• Your objective: Your answer should be one number: the count of lines in the records that include the word "Last".

• Supplied material:
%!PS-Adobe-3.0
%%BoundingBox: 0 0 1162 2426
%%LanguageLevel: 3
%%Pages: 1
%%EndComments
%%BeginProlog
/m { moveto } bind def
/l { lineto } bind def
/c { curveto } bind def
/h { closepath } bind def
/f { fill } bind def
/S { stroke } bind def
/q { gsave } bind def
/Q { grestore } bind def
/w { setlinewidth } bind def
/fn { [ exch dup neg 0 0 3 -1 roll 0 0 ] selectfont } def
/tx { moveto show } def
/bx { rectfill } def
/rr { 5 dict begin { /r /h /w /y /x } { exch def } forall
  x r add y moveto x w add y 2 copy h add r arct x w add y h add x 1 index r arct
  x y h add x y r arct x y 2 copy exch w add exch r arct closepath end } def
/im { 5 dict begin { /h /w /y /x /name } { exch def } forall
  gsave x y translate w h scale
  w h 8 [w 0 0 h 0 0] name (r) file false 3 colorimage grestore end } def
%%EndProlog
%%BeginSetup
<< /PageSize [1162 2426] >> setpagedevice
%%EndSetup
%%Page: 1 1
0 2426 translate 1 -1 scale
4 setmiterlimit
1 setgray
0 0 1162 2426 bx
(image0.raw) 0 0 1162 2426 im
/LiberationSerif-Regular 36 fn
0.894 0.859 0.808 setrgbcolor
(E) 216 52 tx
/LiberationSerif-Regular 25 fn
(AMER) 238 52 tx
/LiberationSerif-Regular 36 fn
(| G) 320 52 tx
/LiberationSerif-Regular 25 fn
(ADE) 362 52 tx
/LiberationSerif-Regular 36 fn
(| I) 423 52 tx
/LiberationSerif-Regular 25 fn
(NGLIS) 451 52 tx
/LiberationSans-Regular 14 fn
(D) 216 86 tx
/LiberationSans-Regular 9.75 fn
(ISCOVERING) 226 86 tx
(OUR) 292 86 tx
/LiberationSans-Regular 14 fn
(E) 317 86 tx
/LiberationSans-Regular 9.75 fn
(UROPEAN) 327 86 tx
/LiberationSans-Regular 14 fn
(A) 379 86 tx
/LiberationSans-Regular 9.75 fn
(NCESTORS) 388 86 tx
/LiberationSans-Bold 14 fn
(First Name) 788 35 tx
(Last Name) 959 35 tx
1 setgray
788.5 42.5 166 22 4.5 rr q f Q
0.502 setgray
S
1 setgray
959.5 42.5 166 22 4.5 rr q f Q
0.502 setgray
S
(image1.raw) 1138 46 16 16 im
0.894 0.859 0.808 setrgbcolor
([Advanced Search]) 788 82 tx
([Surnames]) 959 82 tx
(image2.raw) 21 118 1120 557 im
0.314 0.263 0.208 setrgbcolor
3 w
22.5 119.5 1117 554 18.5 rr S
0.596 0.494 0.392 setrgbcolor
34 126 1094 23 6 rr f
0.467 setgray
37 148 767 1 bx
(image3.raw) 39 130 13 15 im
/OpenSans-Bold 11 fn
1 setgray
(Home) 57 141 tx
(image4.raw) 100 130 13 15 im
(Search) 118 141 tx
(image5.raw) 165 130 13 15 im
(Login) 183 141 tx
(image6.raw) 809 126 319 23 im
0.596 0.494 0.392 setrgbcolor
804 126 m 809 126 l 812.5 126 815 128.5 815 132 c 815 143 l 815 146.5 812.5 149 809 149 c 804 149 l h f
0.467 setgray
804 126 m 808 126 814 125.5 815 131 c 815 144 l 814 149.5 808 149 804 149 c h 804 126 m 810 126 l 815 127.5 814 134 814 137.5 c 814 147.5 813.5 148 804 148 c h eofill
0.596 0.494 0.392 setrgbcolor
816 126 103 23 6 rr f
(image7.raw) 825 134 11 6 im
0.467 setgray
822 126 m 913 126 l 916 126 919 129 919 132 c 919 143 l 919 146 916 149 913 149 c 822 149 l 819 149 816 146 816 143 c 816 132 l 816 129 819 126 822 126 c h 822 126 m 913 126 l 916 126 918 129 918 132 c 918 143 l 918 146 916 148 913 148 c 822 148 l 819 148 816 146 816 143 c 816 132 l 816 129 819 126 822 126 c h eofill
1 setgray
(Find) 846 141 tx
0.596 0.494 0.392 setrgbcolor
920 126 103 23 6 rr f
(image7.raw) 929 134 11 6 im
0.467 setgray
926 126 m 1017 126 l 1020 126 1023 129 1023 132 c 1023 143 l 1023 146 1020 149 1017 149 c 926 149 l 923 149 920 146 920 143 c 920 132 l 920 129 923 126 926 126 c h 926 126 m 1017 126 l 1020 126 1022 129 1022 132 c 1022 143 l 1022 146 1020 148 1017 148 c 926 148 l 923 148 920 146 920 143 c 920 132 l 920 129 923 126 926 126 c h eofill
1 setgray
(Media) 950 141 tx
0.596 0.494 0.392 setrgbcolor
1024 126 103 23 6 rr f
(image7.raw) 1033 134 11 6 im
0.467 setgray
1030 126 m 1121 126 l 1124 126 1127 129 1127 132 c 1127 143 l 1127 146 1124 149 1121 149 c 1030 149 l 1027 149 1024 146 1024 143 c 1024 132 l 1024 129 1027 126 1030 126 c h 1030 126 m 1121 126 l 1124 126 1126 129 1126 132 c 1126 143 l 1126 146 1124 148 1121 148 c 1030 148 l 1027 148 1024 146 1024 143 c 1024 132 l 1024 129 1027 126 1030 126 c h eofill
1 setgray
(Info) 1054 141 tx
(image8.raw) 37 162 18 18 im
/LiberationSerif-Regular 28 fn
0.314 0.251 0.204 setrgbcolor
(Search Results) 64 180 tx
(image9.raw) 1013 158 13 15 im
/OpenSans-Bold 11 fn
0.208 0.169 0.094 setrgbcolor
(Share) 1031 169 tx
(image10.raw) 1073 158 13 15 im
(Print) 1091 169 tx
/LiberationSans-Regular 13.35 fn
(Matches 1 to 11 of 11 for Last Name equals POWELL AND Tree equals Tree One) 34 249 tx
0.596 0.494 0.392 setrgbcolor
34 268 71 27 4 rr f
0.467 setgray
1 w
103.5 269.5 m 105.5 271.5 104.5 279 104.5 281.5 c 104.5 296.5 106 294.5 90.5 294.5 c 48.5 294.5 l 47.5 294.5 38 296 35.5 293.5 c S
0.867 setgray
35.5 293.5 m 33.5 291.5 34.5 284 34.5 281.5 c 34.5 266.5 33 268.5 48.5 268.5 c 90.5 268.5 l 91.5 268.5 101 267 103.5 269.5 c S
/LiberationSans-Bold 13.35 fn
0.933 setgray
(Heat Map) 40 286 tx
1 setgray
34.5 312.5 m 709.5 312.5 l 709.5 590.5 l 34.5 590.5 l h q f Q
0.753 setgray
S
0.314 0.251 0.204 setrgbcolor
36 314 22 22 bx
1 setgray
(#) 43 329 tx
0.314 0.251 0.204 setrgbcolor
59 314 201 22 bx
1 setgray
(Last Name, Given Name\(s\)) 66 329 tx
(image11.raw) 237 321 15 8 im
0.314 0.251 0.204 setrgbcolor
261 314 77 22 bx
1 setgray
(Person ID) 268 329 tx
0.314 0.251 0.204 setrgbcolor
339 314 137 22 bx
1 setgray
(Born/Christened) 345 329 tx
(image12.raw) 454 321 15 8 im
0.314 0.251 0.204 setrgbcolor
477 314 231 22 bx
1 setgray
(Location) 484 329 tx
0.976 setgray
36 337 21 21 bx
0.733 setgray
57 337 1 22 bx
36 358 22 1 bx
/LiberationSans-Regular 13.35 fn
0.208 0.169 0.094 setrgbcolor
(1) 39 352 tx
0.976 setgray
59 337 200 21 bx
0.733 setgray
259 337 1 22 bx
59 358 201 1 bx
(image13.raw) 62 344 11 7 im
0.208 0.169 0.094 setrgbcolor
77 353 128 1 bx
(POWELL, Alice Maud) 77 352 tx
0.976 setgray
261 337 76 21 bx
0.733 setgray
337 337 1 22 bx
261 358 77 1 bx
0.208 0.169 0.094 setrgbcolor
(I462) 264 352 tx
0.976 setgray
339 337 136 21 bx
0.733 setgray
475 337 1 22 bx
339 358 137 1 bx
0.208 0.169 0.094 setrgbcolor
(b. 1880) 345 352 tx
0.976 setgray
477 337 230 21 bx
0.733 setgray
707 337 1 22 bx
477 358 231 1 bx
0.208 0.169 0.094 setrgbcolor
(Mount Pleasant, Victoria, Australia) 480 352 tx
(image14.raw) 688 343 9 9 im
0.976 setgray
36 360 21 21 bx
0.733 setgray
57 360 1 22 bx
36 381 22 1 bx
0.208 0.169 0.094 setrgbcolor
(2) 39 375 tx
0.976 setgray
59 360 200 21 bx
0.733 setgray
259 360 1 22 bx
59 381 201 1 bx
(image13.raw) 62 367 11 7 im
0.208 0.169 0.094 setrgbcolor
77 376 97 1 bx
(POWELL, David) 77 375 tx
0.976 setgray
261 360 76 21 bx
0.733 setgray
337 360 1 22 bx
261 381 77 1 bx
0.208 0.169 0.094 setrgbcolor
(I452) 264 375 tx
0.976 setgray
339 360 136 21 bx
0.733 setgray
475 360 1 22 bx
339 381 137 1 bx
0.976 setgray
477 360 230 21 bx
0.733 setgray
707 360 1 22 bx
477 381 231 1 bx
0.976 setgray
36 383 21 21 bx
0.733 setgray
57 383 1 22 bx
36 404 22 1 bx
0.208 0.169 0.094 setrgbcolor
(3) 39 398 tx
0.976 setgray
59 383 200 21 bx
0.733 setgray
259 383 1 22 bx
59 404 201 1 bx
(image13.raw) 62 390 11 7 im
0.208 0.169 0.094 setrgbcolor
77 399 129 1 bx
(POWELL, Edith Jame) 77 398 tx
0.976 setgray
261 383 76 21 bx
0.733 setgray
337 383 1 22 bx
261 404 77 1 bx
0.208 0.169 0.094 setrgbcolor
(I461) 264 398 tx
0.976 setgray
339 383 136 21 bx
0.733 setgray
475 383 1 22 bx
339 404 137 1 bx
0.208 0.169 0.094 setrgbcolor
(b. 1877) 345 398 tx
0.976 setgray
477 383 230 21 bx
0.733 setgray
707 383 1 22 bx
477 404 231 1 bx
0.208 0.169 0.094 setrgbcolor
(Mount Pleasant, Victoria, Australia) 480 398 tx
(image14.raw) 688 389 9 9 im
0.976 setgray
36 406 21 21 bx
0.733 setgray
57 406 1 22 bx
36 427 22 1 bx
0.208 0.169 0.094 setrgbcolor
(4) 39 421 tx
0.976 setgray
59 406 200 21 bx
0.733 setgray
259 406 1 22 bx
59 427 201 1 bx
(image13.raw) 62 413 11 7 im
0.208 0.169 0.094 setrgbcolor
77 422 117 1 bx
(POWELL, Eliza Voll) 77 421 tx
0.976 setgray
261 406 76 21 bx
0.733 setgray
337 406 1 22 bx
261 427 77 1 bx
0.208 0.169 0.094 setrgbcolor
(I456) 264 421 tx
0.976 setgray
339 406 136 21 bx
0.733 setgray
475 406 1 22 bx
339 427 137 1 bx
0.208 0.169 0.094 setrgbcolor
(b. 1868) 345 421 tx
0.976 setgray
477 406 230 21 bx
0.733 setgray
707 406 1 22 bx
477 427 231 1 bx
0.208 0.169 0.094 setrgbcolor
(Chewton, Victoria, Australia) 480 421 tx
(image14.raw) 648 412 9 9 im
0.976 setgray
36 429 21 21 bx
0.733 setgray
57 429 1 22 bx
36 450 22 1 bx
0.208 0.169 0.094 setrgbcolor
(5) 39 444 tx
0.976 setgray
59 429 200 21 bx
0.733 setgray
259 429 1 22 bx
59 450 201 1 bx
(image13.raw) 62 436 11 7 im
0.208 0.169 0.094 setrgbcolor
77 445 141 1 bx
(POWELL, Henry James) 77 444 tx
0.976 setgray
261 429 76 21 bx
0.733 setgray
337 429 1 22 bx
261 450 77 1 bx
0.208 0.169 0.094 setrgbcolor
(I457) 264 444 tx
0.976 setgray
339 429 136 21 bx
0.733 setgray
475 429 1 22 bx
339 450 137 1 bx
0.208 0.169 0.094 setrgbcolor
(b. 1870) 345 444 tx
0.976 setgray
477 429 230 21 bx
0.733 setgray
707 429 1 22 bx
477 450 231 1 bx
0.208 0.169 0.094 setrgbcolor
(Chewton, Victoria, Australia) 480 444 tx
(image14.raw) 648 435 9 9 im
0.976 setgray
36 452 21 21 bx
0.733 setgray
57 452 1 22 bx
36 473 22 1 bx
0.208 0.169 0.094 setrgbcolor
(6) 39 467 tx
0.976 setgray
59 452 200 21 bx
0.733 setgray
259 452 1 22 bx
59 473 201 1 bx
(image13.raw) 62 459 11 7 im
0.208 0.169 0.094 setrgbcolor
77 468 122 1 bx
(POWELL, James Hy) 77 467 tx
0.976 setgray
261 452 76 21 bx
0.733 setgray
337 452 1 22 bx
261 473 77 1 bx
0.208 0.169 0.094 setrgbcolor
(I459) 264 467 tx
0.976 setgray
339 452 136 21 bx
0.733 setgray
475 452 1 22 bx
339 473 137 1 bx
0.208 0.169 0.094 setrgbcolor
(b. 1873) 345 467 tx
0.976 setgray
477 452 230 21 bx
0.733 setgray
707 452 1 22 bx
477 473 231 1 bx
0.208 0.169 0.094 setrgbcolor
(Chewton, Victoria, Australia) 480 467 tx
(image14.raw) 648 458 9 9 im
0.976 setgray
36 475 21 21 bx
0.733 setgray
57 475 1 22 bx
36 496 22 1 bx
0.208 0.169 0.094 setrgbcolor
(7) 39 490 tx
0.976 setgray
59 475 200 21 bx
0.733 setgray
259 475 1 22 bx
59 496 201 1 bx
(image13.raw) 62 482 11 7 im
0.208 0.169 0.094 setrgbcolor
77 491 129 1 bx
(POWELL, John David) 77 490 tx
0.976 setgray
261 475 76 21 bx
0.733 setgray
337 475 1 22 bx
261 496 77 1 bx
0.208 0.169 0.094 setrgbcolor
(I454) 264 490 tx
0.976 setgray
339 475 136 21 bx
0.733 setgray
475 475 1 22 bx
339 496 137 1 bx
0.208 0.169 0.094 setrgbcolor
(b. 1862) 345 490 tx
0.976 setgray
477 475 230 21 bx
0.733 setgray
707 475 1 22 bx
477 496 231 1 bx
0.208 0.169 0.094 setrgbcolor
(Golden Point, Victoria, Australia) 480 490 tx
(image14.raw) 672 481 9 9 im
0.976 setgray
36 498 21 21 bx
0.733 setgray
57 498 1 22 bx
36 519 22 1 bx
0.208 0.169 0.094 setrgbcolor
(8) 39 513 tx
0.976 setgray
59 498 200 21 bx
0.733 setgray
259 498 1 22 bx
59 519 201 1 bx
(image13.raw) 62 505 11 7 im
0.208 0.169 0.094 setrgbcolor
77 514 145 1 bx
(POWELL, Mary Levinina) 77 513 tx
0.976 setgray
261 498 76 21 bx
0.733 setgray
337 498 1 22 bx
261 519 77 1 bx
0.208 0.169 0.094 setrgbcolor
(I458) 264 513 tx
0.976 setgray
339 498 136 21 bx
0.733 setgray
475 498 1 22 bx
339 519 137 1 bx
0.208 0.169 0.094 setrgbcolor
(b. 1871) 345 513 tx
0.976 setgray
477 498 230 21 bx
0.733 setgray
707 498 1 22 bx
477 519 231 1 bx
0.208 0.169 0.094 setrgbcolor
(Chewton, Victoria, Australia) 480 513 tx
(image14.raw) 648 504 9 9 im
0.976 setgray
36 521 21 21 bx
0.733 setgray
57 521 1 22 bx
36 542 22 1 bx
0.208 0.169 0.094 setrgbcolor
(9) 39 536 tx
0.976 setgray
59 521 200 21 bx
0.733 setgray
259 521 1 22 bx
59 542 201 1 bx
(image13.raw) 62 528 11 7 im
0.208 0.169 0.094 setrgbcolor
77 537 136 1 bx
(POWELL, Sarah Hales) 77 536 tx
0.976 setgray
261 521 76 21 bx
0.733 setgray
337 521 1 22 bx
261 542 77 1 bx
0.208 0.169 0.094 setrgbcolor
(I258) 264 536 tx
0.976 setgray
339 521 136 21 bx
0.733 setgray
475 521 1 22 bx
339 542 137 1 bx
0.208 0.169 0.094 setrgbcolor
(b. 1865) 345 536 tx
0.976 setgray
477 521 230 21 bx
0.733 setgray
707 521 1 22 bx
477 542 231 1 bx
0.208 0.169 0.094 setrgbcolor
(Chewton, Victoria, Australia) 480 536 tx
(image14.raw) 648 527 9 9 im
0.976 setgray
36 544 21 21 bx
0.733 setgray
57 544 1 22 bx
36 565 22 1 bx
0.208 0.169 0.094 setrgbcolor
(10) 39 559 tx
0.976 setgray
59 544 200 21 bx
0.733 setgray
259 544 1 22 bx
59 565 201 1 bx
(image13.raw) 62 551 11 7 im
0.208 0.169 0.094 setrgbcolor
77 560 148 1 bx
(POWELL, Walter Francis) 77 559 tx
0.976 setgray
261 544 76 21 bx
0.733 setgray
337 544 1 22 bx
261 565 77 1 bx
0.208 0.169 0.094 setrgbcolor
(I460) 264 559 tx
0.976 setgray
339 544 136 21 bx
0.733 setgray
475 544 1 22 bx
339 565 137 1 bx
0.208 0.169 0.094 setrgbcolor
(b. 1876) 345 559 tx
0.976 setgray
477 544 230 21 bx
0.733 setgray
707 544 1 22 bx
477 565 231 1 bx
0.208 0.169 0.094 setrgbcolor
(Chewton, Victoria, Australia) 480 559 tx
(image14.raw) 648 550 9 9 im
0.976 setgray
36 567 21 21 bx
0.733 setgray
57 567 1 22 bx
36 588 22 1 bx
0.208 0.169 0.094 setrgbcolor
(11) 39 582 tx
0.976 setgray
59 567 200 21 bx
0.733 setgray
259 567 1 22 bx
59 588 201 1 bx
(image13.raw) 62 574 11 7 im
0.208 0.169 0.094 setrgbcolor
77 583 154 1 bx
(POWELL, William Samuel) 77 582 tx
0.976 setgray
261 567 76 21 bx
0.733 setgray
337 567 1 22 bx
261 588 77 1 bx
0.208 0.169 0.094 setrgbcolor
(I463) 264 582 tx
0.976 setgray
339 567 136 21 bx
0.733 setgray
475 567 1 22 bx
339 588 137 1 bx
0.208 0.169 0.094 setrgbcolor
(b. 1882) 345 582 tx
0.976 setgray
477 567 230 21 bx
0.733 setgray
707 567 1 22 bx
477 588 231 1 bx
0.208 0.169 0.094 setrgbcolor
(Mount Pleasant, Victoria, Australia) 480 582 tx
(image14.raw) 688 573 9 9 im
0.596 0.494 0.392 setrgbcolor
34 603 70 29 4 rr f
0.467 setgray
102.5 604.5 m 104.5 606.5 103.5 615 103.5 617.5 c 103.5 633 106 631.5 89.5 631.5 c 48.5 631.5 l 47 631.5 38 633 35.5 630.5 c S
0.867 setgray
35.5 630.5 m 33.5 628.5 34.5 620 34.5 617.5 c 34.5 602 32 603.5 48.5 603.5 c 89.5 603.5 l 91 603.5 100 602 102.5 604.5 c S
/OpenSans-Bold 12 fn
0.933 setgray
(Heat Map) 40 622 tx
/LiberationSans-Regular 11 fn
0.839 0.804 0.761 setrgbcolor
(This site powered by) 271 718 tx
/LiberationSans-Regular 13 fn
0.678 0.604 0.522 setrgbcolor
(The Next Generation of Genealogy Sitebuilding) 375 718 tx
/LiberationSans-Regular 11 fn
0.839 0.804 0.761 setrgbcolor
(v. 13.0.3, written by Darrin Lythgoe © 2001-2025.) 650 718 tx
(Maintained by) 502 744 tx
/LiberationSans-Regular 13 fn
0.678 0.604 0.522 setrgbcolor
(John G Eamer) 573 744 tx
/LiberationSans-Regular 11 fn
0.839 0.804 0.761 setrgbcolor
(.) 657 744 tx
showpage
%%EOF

• Response for this exercise: 3